(Stored items from a collection)
________________________________________
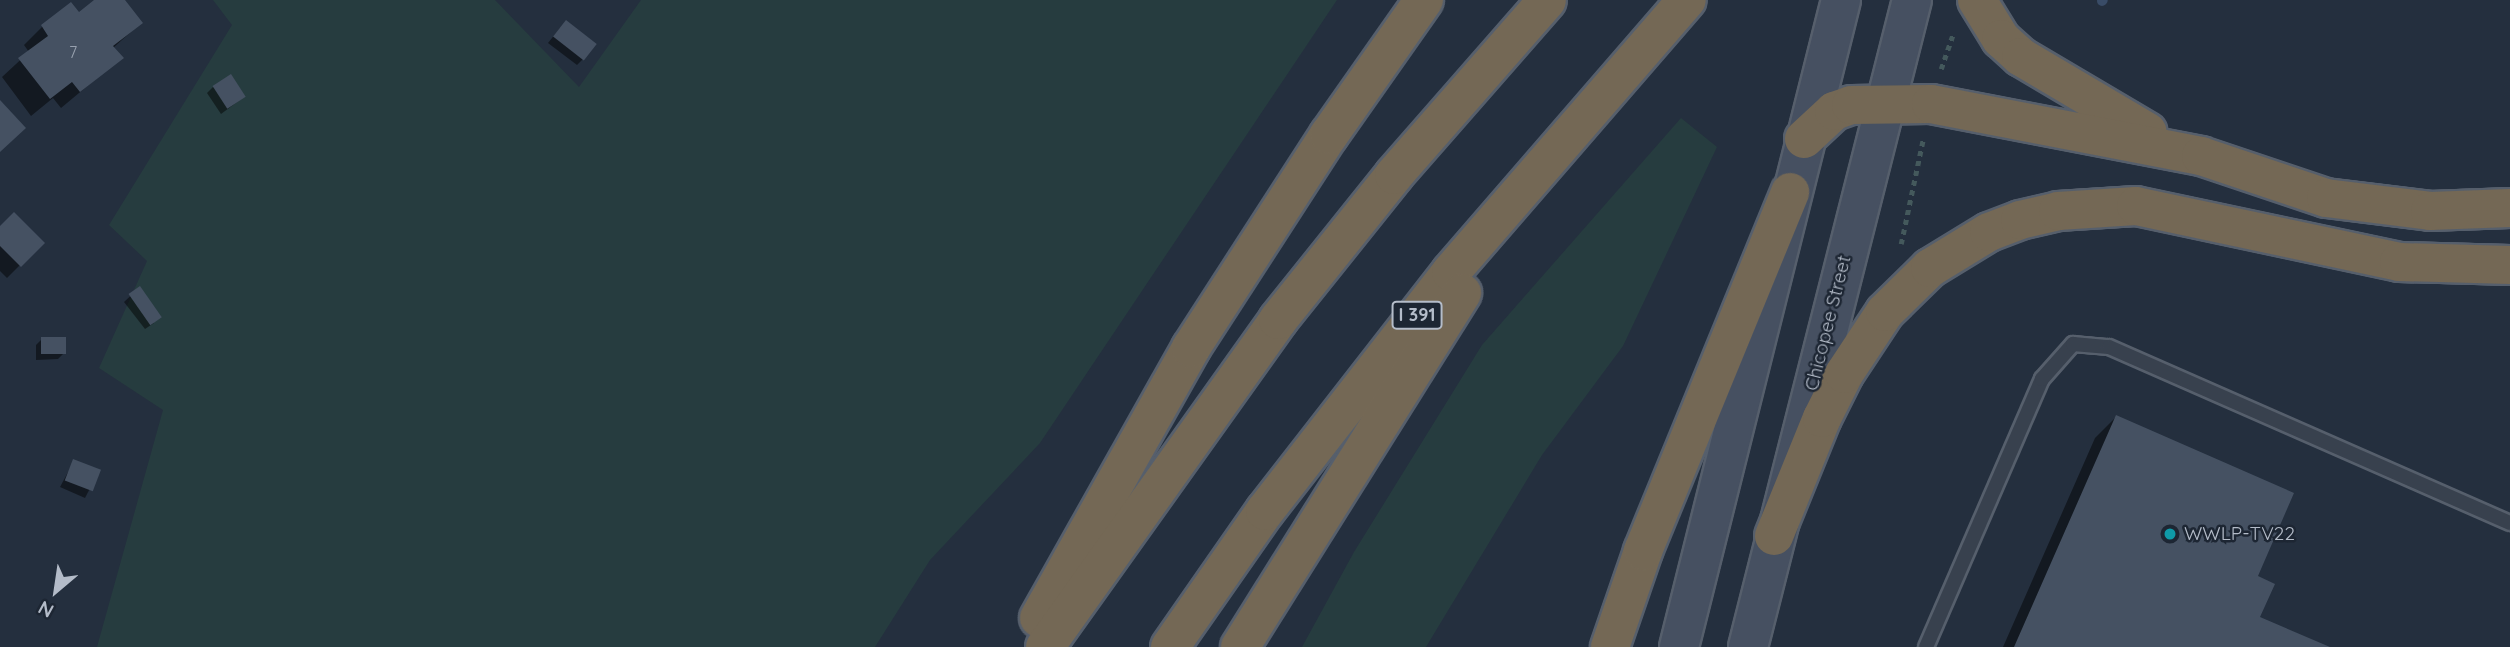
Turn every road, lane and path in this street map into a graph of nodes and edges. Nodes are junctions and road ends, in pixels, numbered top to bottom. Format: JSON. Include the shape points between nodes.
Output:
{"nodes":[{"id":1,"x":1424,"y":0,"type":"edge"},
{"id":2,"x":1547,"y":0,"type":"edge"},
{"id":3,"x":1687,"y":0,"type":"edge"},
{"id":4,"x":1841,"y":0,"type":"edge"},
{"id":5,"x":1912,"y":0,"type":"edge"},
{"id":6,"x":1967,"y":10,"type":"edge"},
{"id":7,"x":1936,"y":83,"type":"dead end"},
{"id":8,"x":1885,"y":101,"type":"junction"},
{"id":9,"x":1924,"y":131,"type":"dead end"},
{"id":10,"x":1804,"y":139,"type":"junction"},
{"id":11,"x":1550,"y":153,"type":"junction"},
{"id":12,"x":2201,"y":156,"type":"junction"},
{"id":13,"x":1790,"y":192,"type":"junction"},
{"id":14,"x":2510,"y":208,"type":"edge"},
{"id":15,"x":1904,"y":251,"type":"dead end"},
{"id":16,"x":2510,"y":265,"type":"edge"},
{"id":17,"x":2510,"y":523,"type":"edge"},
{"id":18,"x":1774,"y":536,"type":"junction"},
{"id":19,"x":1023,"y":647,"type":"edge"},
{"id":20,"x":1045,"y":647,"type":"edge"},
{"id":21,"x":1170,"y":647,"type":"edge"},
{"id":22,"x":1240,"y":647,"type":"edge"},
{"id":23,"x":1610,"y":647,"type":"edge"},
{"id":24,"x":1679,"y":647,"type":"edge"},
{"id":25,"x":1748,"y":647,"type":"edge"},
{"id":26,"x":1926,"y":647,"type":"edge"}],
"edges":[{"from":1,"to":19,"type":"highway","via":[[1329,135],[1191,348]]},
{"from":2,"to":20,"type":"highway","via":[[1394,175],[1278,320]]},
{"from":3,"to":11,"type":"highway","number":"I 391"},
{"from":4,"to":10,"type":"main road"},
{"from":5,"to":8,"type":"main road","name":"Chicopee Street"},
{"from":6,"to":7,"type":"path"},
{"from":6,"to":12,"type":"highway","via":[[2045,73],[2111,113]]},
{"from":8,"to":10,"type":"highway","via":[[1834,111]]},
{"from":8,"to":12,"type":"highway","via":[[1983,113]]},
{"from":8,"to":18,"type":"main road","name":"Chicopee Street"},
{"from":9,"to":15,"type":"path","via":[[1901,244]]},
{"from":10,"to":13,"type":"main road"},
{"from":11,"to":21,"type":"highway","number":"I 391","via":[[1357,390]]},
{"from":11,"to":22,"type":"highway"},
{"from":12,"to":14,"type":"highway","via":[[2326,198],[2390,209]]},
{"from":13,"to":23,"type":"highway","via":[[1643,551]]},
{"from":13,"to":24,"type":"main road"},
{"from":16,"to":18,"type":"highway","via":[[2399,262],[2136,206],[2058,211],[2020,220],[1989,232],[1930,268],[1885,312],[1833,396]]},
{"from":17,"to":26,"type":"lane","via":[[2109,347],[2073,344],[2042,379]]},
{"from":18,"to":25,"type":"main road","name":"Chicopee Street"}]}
________________________________________
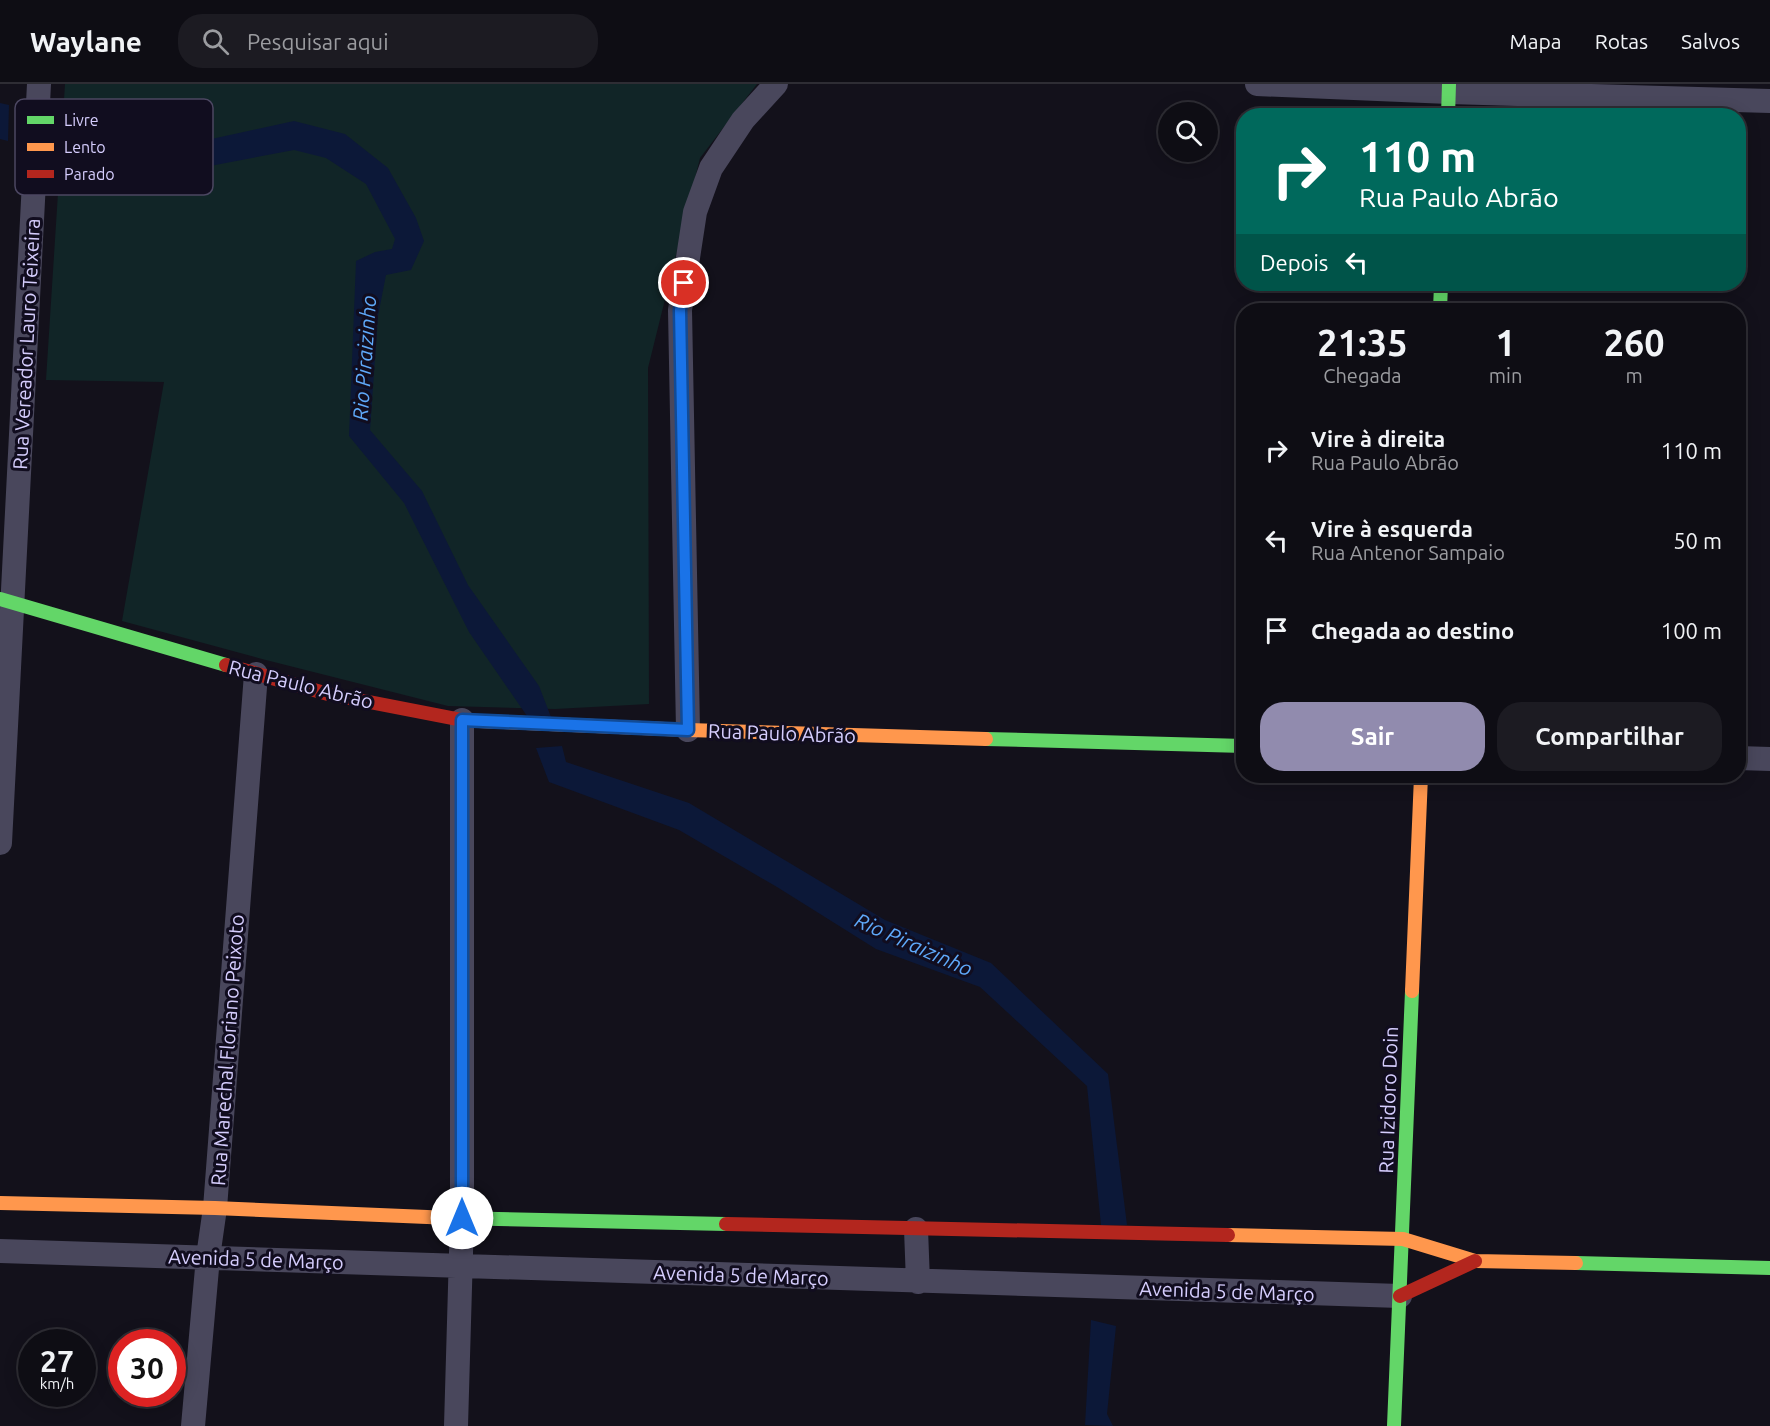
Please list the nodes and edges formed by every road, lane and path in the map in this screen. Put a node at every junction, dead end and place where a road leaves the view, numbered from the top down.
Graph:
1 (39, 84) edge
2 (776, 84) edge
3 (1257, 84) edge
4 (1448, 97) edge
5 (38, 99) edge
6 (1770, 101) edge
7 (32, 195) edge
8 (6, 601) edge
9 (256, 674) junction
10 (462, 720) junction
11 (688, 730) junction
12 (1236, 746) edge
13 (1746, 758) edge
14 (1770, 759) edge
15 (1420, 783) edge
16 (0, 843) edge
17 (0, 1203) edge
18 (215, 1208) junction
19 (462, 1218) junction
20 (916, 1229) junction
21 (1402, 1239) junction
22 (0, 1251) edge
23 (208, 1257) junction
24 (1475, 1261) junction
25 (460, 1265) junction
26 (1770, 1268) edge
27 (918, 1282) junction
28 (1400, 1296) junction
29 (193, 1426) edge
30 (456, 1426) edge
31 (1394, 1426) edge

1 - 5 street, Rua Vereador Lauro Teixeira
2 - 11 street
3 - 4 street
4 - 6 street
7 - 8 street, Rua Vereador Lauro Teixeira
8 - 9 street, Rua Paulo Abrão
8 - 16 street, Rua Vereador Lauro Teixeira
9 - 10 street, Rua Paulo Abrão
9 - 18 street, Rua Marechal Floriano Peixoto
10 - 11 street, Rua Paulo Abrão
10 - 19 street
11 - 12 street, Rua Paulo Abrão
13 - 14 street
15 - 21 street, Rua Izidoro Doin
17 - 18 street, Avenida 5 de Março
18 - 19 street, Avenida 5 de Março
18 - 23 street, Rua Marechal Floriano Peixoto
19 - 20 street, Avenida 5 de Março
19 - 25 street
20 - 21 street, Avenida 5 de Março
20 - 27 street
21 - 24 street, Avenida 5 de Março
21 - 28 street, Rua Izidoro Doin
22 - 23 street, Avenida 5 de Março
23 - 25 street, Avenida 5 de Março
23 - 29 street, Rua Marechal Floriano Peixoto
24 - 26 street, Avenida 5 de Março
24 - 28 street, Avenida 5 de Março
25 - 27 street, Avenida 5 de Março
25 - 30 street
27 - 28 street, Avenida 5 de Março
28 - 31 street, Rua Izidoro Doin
________________________________________
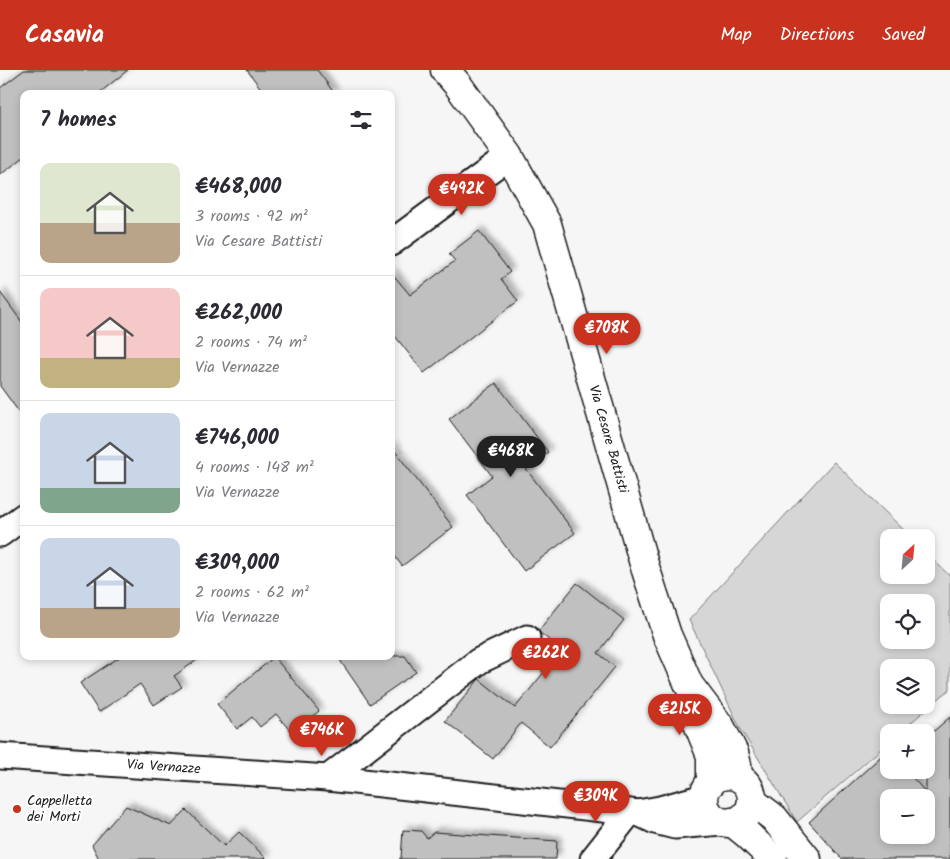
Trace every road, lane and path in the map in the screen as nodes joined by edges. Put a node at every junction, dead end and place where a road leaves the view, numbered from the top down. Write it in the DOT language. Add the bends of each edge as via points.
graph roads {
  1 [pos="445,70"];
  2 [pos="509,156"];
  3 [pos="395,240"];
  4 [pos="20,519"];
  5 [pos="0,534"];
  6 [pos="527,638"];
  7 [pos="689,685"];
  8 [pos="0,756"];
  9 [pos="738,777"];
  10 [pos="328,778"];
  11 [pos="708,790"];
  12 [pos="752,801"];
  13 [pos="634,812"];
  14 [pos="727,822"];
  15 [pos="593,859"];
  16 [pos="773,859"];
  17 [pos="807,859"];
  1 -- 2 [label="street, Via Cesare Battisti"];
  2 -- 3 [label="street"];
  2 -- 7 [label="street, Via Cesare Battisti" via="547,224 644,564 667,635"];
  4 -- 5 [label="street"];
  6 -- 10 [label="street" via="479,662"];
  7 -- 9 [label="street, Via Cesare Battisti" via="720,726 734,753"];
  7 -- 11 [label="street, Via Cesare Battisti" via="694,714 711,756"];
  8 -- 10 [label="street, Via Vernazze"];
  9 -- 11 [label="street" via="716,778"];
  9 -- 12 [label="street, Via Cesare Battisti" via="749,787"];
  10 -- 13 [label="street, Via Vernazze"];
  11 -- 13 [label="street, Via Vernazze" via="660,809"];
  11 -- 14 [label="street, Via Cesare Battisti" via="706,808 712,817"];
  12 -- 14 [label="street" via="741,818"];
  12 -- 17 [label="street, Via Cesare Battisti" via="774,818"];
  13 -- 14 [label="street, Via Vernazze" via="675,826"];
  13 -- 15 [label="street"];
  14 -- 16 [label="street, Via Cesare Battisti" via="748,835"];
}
________________________________________
> TASK REQUIREMENTS
In the entries, how many lines include the string "this"? Only the number should be given.

> SOLUTION TO THE EXERCISE
2